__Assignment__: Only lines containing the string "down" belong in the answer; find them in the records and copy them.

- Opening Delimiter -

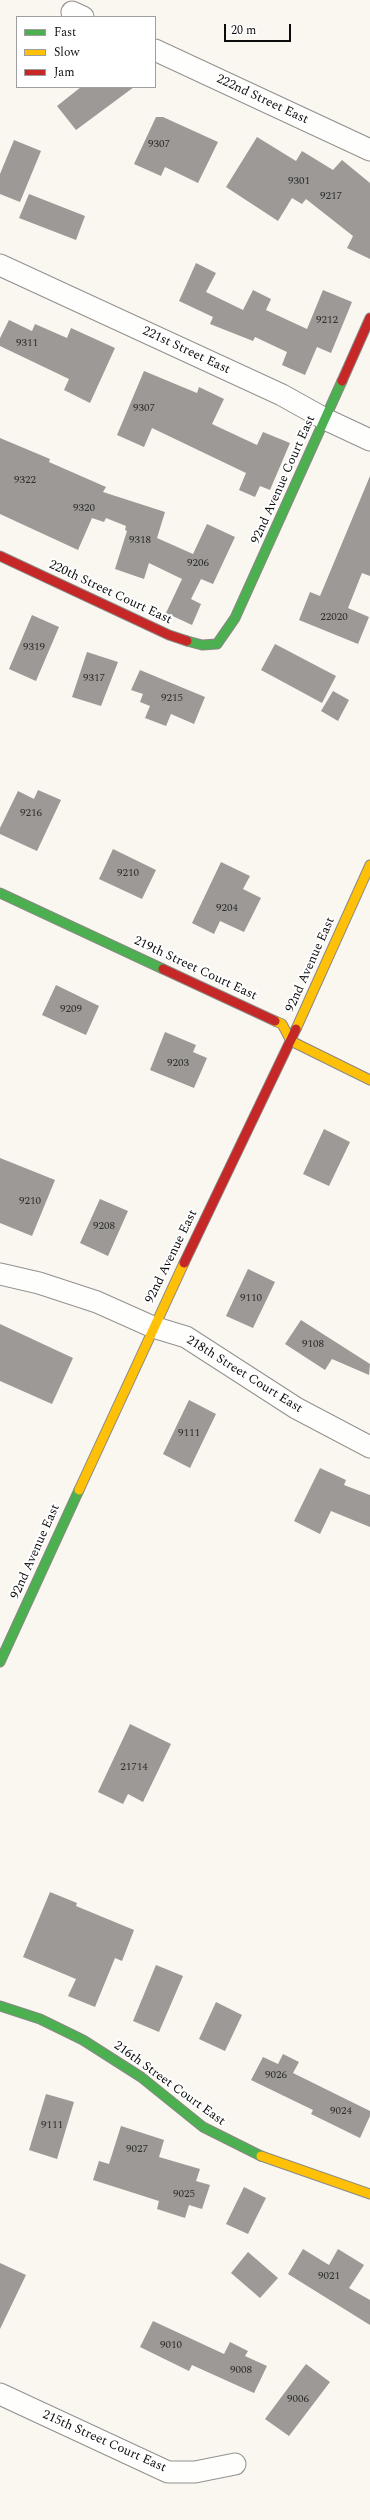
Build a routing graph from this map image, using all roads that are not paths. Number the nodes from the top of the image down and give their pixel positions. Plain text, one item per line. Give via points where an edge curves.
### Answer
1 (156, 50) edge
2 (370, 150) edge
3 (0, 265) edge
4 (370, 318) edge
5 (325, 419) junction
6 (370, 440) edge
7 (0, 556) edge
8 (211, 645) joint
9 (370, 865) edge
10 (0, 893) edge
11 (292, 1041) junction
12 (370, 1080) edge
13 (0, 1274) edge
14 (153, 1327) junction
15 (370, 1447) edge
16 (2, 1652) edge
17 (0, 2006) edge
18 (370, 2194) edge
19 (0, 2394) edge
20 (235, 2464) dead end

1 - 2 street, 222nd Street East
3 - 5 street, 221st Street East via 282,395
4 - 5 street, 92nd Avenue Court East
5 - 6 street, 221st Street East
5 - 8 street, 92nd Avenue Court East via 236,618 217,644
7 - 8 street, 220th Street Court East via 169,635
9 - 11 street, 92nd Avenue East
10 - 11 street, 219th Street Court East via 282,1024
11 - 12 street
11 - 14 street, 92nd Avenue East
13 - 14 street, 218th Street Court East via 39,1283 97,1302
14 - 15 street, 218th Street Court East via 186,1338 296,1408
14 - 16 street, 92nd Avenue East
17 - 18 street, 216th Street Court East via 56,2027 87,2042 157,2088 192,2120 219,2137 304,2172
19 - 20 street, 215th Street Court East via 168,2472 195,2472

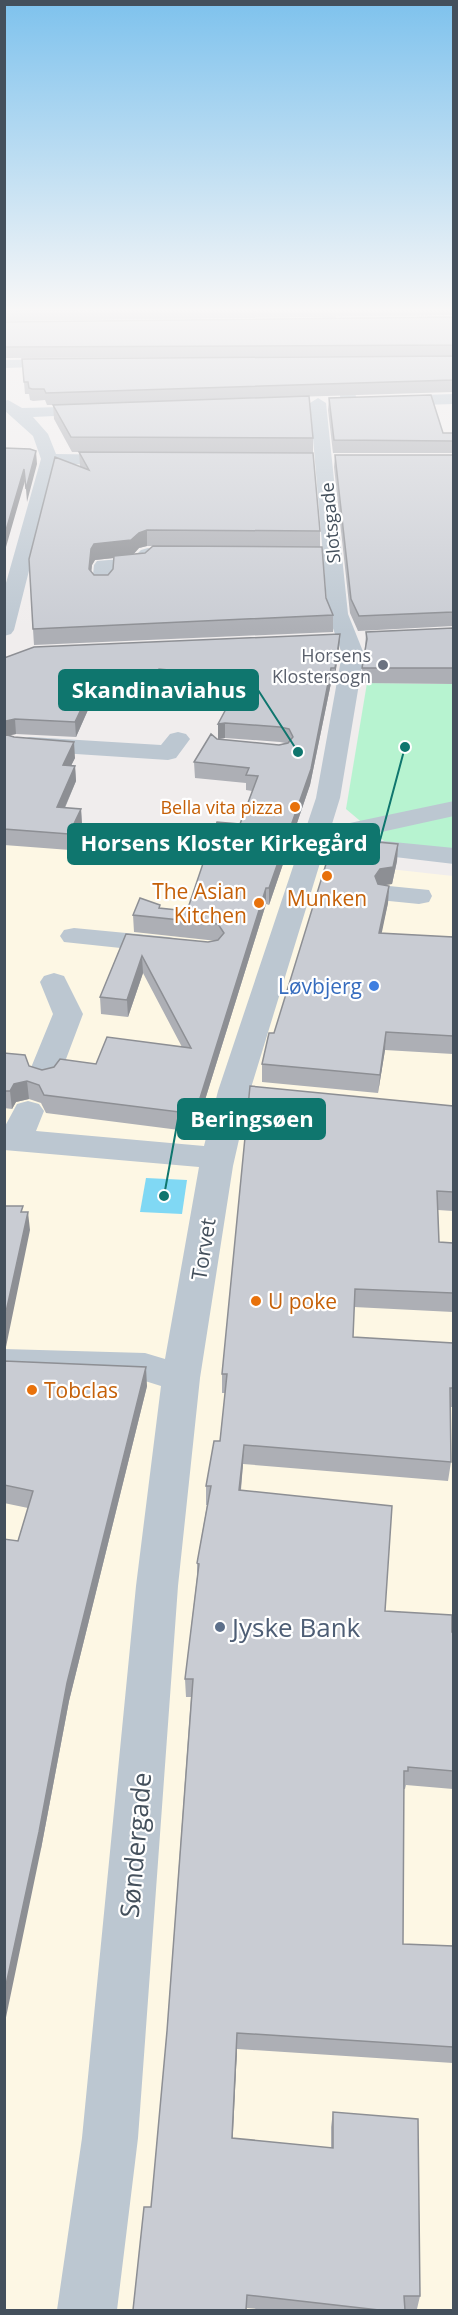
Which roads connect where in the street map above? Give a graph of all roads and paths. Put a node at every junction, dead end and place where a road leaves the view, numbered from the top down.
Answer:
1 (21, 416) edge
2 (314, 416) edge
3 (28, 455) edge
4 (49, 457) junction
5 (144, 460) edge
6 (318, 460) junction
7 (346, 460) edge
8 (168, 554) edge
9 (311, 555) edge
10 (333, 555) junction
11 (102, 585) edge
12 (4, 630) edge
13 (350, 640) joint
14 (178, 740) dead end
15 (16, 743) edge
16 (450, 804) edge
17 (317, 836) junction
18 (453, 856) edge
19 (389, 894) edge
20 (419, 897) dead end
21 (74, 936) dead end
22 (197, 948) edge
23 (54, 982) dead end
24 (44, 1075) edge
25 (234, 1091) junction
26 (268, 1094) edge
27 (16, 1130) edge
28 (221, 1146) junction
29 (6, 1363) edge
30 (181, 1378) junction
31 (87, 2310) edge

1 - 4 street
2 - 6 street, Slotsgade
3 - 4 street
4 - 5 street
4 - 12 street
6 - 7 street
6 - 10 street, Slotsgade
8 - 11 street
9 - 10 street
10 - 13 street, Slotsgade
13 - 17 street, Torvet
14 - 15 street
16 - 17 street
17 - 18 street
17 - 25 street, Torvet
19 - 20 street
21 - 22 street
23 - 24 street
25 - 26 street
25 - 28 street, Torvet
27 - 28 street
28 - 30 street, Torvet
29 - 30 street
30 - 31 street, Søndergade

- Closing Delimiter -

__Response__:
Build a routing graph from this map image, using all roads that are not paths. Number the nodes from the top of the image down and give their pixel positions. Plain text, one item per line. Give via points where an edge curves.
Which roads connect where in the street map above? Give a graph of all roads and paths. Put a node at every junction, dead end and place where a road leaves the view, numbered from the top down.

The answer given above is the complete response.